(Entries supplied)
Start of Block
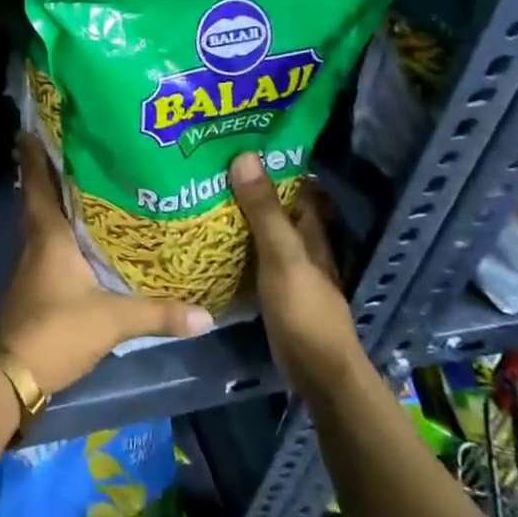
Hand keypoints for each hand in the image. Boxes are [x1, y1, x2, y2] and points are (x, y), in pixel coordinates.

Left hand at [0, 135, 213, 393]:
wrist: (12, 374)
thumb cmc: (56, 330)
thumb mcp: (112, 320)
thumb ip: (158, 313)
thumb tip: (207, 313)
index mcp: (48, 236)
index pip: (37, 185)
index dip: (33, 156)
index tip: (30, 127)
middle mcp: (36, 243)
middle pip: (40, 199)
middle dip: (49, 173)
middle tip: (72, 148)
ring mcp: (32, 266)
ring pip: (44, 222)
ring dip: (58, 203)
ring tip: (87, 185)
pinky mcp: (36, 286)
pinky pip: (49, 246)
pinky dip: (63, 233)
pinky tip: (84, 238)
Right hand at [228, 152, 362, 388]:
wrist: (317, 373)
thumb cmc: (304, 310)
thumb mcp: (282, 256)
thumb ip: (264, 211)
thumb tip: (244, 156)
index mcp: (311, 231)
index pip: (297, 186)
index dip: (275, 164)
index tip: (240, 142)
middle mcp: (302, 245)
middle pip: (277, 208)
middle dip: (250, 187)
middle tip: (209, 167)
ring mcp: (288, 269)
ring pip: (262, 232)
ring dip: (239, 216)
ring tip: (200, 195)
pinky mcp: (273, 290)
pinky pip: (251, 257)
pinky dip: (234, 245)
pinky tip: (208, 241)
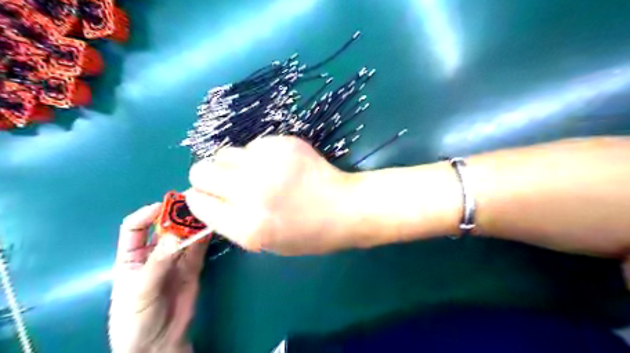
End of Block
(Problem details) Repeat the listing verbatim without its pictures.

(Output for this task)
Hand keypoints for each hand in the image. Boxes are [x1, y1, x2, y2] and points are (x, y), in pixel coordinates.

Left hand at [0, 135, 213, 393]:
wrist: (12, 374)
thumb cmc: (56, 330)
thumb mcp: (112, 320)
thumb ip: (158, 313)
thumb tip: (207, 313)
index mcp: (48, 236)
index pip: (37, 185)
index dip: (33, 156)
index tip: (30, 127)
middle mcp: (36, 243)
middle pip: (40, 199)
middle dip: (49, 173)
middle tip: (72, 148)
ring mcp: (32, 266)
ring pip: (44, 222)
ring dip: (58, 203)
ring tip: (87, 185)
pinky mcp: (36, 286)
pinky pip: (49, 246)
pinky dip: (63, 233)
pinky tip: (84, 238)
Right hand at [228, 152, 362, 388]:
wrist: (317, 373)
thumb cmc: (304, 310)
thumb mcp: (282, 256)
thumb ip: (264, 211)
thumb tip: (244, 156)
index mcp: (311, 231)
index pip: (297, 186)
index dip: (275, 164)
index tip: (240, 142)
middle mcp: (302, 245)
middle pip: (277, 208)
middle dip: (250, 187)
middle tip: (209, 167)
ring mcp: (288, 269)
ring pip: (262, 232)
ring dip: (239, 216)
ring tip: (200, 195)
pinky mcp: (273, 290)
pinky pip: (251, 257)
pinky dip: (234, 245)
pinky tip: (208, 241)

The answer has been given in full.